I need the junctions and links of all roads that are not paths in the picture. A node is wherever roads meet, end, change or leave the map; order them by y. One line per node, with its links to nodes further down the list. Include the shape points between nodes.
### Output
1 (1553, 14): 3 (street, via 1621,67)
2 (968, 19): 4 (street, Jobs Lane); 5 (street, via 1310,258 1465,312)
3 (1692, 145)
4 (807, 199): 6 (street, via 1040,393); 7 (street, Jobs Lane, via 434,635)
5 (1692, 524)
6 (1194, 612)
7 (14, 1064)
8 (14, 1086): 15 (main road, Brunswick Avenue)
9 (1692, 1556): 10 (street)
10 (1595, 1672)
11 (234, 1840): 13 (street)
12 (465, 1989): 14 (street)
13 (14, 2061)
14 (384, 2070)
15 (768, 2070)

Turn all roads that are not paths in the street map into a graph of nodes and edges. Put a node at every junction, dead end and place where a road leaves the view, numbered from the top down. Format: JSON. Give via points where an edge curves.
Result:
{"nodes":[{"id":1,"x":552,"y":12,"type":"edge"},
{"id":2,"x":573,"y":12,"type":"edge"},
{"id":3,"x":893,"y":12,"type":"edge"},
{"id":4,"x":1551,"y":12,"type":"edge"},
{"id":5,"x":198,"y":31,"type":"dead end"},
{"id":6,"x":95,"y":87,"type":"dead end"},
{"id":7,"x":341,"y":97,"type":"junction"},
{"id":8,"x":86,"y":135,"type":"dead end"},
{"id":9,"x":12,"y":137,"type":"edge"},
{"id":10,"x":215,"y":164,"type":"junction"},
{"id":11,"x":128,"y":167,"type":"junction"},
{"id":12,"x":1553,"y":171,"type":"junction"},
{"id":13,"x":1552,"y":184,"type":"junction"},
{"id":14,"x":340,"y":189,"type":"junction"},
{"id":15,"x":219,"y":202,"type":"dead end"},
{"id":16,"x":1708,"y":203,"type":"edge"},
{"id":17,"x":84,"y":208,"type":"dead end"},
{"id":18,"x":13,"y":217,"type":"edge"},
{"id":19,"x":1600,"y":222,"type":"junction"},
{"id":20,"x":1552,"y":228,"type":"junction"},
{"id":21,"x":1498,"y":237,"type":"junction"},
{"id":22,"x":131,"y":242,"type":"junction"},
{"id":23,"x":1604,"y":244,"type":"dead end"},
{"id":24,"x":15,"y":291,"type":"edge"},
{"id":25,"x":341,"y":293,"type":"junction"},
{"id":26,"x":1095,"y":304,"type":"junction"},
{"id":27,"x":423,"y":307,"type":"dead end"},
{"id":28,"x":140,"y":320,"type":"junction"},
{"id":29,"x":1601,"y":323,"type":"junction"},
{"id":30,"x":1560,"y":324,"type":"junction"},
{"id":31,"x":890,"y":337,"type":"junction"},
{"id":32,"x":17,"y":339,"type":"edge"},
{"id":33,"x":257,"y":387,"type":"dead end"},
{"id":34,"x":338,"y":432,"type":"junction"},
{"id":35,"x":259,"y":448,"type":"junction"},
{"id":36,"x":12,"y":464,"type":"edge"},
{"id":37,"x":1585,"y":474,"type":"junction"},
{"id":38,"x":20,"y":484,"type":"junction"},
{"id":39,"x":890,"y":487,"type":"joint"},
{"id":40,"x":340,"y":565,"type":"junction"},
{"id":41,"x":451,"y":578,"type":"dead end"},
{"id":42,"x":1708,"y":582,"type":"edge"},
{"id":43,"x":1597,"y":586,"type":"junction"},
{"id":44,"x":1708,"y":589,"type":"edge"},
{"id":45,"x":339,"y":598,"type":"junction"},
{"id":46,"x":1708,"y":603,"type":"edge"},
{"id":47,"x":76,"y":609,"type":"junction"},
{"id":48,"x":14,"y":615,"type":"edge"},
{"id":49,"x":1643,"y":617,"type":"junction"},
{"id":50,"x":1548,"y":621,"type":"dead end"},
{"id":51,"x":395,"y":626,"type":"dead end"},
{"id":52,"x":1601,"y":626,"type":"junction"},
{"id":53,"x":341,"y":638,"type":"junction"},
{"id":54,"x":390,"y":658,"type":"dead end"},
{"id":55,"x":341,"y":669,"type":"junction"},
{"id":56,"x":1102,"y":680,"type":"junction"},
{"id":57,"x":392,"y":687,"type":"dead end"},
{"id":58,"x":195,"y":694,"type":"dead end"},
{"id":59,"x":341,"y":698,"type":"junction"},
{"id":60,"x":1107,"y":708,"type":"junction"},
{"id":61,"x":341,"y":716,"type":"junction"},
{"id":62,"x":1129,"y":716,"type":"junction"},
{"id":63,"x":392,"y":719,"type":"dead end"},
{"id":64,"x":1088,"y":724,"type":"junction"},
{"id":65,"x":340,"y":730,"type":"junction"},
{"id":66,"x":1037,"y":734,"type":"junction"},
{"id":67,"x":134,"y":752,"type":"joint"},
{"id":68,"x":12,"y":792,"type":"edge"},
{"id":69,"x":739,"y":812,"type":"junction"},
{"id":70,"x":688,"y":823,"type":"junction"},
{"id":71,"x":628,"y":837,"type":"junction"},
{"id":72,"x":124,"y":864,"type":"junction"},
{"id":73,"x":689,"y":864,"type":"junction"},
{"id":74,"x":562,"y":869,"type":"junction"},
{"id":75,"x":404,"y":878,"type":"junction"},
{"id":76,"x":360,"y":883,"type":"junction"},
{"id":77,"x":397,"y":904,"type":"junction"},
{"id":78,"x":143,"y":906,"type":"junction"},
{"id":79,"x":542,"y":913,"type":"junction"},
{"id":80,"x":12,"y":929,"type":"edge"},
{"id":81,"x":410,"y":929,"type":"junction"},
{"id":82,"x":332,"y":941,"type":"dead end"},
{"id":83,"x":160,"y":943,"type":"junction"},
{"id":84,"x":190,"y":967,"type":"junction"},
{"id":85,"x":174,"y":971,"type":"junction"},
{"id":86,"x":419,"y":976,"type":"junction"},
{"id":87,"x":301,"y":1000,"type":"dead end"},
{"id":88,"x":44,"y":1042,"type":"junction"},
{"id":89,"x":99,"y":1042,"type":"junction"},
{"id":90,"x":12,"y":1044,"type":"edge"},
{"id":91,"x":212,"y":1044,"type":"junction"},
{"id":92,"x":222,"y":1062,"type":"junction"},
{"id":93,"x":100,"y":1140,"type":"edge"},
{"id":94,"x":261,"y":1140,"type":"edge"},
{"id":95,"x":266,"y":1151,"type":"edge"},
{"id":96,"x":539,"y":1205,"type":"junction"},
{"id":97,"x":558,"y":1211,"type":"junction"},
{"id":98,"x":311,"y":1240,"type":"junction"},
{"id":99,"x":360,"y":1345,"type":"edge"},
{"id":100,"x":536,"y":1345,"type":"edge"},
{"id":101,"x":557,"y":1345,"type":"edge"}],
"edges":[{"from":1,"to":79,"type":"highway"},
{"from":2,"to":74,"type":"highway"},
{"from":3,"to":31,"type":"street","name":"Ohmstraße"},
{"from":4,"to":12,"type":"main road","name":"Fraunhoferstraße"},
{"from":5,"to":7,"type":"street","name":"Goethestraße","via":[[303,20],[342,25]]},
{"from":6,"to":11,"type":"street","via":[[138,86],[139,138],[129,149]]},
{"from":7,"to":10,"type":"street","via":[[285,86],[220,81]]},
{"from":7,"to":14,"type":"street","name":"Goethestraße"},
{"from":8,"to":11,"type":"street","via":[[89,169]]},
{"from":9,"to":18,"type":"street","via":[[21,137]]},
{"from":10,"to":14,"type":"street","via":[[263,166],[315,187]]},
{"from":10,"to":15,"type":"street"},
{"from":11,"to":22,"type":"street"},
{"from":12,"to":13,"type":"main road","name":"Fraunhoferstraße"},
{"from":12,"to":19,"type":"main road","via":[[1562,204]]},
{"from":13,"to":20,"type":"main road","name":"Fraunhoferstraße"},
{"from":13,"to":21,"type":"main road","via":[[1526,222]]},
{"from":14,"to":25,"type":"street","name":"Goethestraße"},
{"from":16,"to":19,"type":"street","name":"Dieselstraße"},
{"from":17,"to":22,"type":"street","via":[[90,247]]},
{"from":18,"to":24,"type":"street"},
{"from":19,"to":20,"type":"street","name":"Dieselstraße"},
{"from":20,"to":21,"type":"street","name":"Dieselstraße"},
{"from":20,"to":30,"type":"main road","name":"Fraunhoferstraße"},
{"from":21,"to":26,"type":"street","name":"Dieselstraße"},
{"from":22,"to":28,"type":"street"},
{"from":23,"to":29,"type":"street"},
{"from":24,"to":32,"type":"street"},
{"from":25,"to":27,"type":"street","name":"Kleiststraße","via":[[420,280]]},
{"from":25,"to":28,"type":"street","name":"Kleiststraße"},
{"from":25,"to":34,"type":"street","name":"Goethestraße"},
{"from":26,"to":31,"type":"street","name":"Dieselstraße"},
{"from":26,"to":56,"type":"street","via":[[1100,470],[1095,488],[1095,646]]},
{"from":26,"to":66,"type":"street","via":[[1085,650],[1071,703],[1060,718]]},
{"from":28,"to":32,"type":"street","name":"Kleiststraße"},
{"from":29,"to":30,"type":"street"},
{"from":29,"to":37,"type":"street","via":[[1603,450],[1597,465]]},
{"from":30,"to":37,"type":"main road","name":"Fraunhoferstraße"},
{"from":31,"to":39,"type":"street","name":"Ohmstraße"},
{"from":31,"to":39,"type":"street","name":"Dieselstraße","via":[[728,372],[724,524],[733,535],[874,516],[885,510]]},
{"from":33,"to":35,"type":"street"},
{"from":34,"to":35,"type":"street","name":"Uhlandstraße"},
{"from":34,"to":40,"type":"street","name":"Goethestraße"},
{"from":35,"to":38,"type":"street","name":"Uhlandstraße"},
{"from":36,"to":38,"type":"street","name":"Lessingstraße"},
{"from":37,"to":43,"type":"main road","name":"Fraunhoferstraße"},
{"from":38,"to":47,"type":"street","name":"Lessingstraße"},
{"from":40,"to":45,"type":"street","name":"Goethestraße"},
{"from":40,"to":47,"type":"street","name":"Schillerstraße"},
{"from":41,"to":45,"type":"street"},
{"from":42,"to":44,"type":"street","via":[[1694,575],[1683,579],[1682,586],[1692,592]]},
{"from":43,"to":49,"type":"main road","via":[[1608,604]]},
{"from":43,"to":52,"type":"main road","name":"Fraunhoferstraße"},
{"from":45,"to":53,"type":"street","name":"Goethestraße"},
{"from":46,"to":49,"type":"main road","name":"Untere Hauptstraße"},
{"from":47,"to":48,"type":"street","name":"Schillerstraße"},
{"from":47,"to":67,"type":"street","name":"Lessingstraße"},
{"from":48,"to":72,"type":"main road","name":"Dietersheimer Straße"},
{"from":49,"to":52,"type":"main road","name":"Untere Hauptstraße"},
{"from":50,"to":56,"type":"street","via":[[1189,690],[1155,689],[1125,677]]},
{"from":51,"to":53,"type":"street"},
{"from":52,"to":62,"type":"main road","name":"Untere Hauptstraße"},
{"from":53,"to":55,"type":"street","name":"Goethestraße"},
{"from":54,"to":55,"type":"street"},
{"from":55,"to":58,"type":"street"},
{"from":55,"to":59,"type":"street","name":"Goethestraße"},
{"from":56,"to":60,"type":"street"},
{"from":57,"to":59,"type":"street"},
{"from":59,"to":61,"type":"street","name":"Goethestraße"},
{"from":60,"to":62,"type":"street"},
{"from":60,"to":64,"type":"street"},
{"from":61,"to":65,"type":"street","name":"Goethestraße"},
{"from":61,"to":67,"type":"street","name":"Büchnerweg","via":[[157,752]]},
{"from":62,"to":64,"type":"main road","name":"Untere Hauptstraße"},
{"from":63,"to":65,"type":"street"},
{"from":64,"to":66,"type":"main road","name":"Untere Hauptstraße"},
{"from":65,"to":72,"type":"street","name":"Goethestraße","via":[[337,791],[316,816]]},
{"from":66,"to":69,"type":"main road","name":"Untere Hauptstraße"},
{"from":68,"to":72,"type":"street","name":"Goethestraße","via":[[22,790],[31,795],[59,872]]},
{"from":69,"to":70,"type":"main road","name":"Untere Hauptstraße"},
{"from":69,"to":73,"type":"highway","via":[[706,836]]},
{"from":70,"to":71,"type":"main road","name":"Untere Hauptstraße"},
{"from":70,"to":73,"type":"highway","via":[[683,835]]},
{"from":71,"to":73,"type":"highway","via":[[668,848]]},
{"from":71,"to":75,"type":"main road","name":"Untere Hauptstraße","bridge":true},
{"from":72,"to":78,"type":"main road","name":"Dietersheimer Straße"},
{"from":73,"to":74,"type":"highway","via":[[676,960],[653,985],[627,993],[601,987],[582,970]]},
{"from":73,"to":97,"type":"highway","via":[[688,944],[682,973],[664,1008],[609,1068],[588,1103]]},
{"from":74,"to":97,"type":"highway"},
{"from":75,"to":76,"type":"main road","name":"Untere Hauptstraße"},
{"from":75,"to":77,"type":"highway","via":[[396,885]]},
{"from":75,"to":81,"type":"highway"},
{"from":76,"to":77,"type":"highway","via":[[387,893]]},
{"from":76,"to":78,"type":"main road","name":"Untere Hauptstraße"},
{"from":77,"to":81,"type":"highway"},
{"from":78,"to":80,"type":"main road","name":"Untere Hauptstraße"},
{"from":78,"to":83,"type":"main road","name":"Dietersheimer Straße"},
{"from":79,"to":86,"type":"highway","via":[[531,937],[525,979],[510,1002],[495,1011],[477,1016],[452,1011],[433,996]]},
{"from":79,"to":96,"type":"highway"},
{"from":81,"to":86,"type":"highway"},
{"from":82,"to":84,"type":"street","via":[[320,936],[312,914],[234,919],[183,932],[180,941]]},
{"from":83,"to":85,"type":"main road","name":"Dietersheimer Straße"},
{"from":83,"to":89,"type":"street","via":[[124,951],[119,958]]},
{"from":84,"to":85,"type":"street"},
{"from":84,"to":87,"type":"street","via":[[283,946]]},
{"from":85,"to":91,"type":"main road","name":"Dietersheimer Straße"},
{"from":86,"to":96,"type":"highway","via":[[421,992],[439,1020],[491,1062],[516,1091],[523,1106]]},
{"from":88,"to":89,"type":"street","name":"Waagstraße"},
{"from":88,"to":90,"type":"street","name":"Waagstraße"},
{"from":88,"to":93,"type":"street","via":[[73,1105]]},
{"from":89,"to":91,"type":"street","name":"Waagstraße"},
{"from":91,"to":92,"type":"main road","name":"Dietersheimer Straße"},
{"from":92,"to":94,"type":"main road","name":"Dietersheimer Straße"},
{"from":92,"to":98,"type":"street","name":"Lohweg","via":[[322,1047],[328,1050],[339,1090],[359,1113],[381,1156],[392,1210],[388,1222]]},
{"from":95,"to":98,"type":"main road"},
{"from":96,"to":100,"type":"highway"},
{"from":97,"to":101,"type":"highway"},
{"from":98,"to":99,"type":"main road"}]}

**********

DESCRIPTION OF THE TASK :: Once you have read through the entries, say how many of their lines include the string "Hauptstraße" and give nothing but that number.

WRITTEN REPLY :: 12